[Items from a dataset]
*** Begin section ***

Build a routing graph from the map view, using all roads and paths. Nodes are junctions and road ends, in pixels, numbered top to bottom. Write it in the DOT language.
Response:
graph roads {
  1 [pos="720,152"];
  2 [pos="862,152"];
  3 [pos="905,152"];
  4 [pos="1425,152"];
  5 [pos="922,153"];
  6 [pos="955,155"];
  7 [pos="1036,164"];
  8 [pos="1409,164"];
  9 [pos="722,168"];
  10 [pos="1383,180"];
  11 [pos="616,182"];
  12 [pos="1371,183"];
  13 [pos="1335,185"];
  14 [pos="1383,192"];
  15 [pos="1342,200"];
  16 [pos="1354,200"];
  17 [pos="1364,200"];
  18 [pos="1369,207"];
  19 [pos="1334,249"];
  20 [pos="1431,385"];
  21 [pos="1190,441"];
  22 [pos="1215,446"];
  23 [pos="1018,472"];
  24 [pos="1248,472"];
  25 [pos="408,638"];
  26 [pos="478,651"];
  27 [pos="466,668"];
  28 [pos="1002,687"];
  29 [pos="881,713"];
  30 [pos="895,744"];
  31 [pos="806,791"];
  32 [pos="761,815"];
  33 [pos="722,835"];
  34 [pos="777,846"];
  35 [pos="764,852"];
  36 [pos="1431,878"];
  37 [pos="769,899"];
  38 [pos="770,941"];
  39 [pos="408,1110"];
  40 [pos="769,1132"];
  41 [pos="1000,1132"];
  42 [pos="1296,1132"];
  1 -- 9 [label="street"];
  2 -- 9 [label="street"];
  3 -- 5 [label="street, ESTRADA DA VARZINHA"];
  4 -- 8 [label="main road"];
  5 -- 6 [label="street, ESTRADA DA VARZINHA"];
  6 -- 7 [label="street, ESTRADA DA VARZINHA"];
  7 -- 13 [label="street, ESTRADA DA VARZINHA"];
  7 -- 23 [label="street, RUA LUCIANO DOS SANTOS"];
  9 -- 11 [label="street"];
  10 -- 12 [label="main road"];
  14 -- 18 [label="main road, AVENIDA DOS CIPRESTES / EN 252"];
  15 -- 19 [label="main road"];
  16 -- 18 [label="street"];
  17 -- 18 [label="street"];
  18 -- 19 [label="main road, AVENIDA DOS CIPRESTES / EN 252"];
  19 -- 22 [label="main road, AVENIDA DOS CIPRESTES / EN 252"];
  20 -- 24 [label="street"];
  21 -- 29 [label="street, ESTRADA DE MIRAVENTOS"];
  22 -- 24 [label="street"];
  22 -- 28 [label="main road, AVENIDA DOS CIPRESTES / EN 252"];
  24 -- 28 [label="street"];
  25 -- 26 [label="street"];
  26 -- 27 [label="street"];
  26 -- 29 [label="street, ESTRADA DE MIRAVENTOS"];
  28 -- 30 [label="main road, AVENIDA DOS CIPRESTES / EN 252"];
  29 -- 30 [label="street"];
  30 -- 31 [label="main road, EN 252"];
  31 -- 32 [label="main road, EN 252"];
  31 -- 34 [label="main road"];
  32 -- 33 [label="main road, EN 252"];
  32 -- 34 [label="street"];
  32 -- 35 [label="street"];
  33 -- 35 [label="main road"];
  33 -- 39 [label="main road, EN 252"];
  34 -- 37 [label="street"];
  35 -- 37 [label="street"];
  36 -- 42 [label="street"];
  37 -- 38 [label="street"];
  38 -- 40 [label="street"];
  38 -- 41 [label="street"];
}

*** End section ***

**EXERCISE INSTRUCTIONS:** Write the records out again, character for character.

**THE ANSWER:**
Build a routing graph from the map view, using all roads and paths. Nodes are junctions and road ends, in pixels, numbered top to bottom. Write it in the DOT language.
Response:
graph roads {
  1 [pos="720,152"];
  2 [pos="862,152"];
  3 [pos="905,152"];
  4 [pos="1425,152"];
  5 [pos="922,153"];
  6 [pos="955,155"];
  7 [pos="1036,164"];
  8 [pos="1409,164"];
  9 [pos="722,168"];
  10 [pos="1383,180"];
  11 [pos="616,182"];
  12 [pos="1371,183"];
  13 [pos="1335,185"];
  14 [pos="1383,192"];
  15 [pos="1342,200"];
  16 [pos="1354,200"];
  17 [pos="1364,200"];
  18 [pos="1369,207"];
  19 [pos="1334,249"];
  20 [pos="1431,385"];
  21 [pos="1190,441"];
  22 [pos="1215,446"];
  23 [pos="1018,472"];
  24 [pos="1248,472"];
  25 [pos="408,638"];
  26 [pos="478,651"];
  27 [pos="466,668"];
  28 [pos="1002,687"];
  29 [pos="881,713"];
  30 [pos="895,744"];
  31 [pos="806,791"];
  32 [pos="761,815"];
  33 [pos="722,835"];
  34 [pos="777,846"];
  35 [pos="764,852"];
  36 [pos="1431,878"];
  37 [pos="769,899"];
  38 [pos="770,941"];
  39 [pos="408,1110"];
  40 [pos="769,1132"];
  41 [pos="1000,1132"];
  42 [pos="1296,1132"];
  1 -- 9 [label="street"];
  2 -- 9 [label="street"];
  3 -- 5 [label="street, ESTRADA DA VARZINHA"];
  4 -- 8 [label="main road"];
  5 -- 6 [label="street, ESTRADA DA VARZINHA"];
  6 -- 7 [label="street, ESTRADA DA VARZINHA"];
  7 -- 13 [label="street, ESTRADA DA VARZINHA"];
  7 -- 23 [label="street, RUA LUCIANO DOS SANTOS"];
  9 -- 11 [label="street"];
  10 -- 12 [label="main road"];
  14 -- 18 [label="main road, AVENIDA DOS CIPRESTES / EN 252"];
  15 -- 19 [label="main road"];
  16 -- 18 [label="street"];
  17 -- 18 [label="street"];
  18 -- 19 [label="main road, AVENIDA DOS CIPRESTES / EN 252"];
  19 -- 22 [label="main road, AVENIDA DOS CIPRESTES / EN 252"];
  20 -- 24 [label="street"];
  21 -- 29 [label="street, ESTRADA DE MIRAVENTOS"];
  22 -- 24 [label="street"];
  22 -- 28 [label="main road, AVENIDA DOS CIPRESTES / EN 252"];
  24 -- 28 [label="street"];
  25 -- 26 [label="street"];
  26 -- 27 [label="street"];
  26 -- 29 [label="street, ESTRADA DE MIRAVENTOS"];
  28 -- 30 [label="main road, AVENIDA DOS CIPRESTES / EN 252"];
  29 -- 30 [label="street"];
  30 -- 31 [label="main road, EN 252"];
  31 -- 32 [label="main road, EN 252"];
  31 -- 34 [label="main road"];
  32 -- 33 [label="main road, EN 252"];
  32 -- 34 [label="street"];
  32 -- 35 [label="street"];
  33 -- 35 [label="main road"];
  33 -- 39 [label="main road, EN 252"];
  34 -- 37 [label="street"];
  35 -- 37 [label="street"];
  36 -- 42 [label="street"];
  37 -- 38 [label="street"];
  38 -- 40 [label="street"];
  38 -- 41 [label="street"];
}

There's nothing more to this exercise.